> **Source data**
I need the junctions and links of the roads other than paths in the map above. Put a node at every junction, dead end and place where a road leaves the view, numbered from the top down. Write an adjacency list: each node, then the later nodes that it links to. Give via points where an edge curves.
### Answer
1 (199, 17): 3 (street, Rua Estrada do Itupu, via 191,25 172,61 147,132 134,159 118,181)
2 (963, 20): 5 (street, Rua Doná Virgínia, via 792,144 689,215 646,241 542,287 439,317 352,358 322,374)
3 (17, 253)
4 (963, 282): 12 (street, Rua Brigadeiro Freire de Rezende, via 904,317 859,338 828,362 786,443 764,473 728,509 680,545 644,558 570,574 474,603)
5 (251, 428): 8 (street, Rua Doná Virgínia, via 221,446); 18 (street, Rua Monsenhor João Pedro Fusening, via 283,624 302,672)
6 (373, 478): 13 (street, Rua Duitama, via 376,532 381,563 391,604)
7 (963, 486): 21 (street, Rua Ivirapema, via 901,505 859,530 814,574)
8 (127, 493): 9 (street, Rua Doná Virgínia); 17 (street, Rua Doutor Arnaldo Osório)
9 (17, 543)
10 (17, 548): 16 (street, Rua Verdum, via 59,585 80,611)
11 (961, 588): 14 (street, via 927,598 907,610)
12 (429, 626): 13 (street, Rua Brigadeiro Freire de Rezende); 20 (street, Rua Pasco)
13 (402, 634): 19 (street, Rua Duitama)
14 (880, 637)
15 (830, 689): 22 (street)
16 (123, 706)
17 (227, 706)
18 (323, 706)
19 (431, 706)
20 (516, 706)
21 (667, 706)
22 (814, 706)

> **EXERCISE PROMPT**
Every line of the data must be written out again word for word.

> **RESPONSE TO THE TASK**
I need the junctions and links of the roads other than paths in the map above. Put a node at every junction, dead end and place where a road leaves the view, numbered from the top down. Write an adjacency list: each node, then the later nodes that it links to. Give via points where an edge curves.
### Answer
1 (199, 17): 3 (street, Rua Estrada do Itupu, via 191,25 172,61 147,132 134,159 118,181)
2 (963, 20): 5 (street, Rua Doná Virgínia, via 792,144 689,215 646,241 542,287 439,317 352,358 322,374)
3 (17, 253)
4 (963, 282): 12 (street, Rua Brigadeiro Freire de Rezende, via 904,317 859,338 828,362 786,443 764,473 728,509 680,545 644,558 570,574 474,603)
5 (251, 428): 8 (street, Rua Doná Virgínia, via 221,446); 18 (street, Rua Monsenhor João Pedro Fusening, via 283,624 302,672)
6 (373, 478): 13 (street, Rua Duitama, via 376,532 381,563 391,604)
7 (963, 486): 21 (street, Rua Ivirapema, via 901,505 859,530 814,574)
8 (127, 493): 9 (street, Rua Doná Virgínia); 17 (street, Rua Doutor Arnaldo Osório)
9 (17, 543)
10 (17, 548): 16 (street, Rua Verdum, via 59,585 80,611)
11 (961, 588): 14 (street, via 927,598 907,610)
12 (429, 626): 13 (street, Rua Brigadeiro Freire de Rezende); 20 (street, Rua Pasco)
13 (402, 634): 19 (street, Rua Duitama)
14 (880, 637)
15 (830, 689): 22 (street)
16 (123, 706)
17 (227, 706)
18 (323, 706)
19 (431, 706)
20 (516, 706)
21 (667, 706)
22 (814, 706)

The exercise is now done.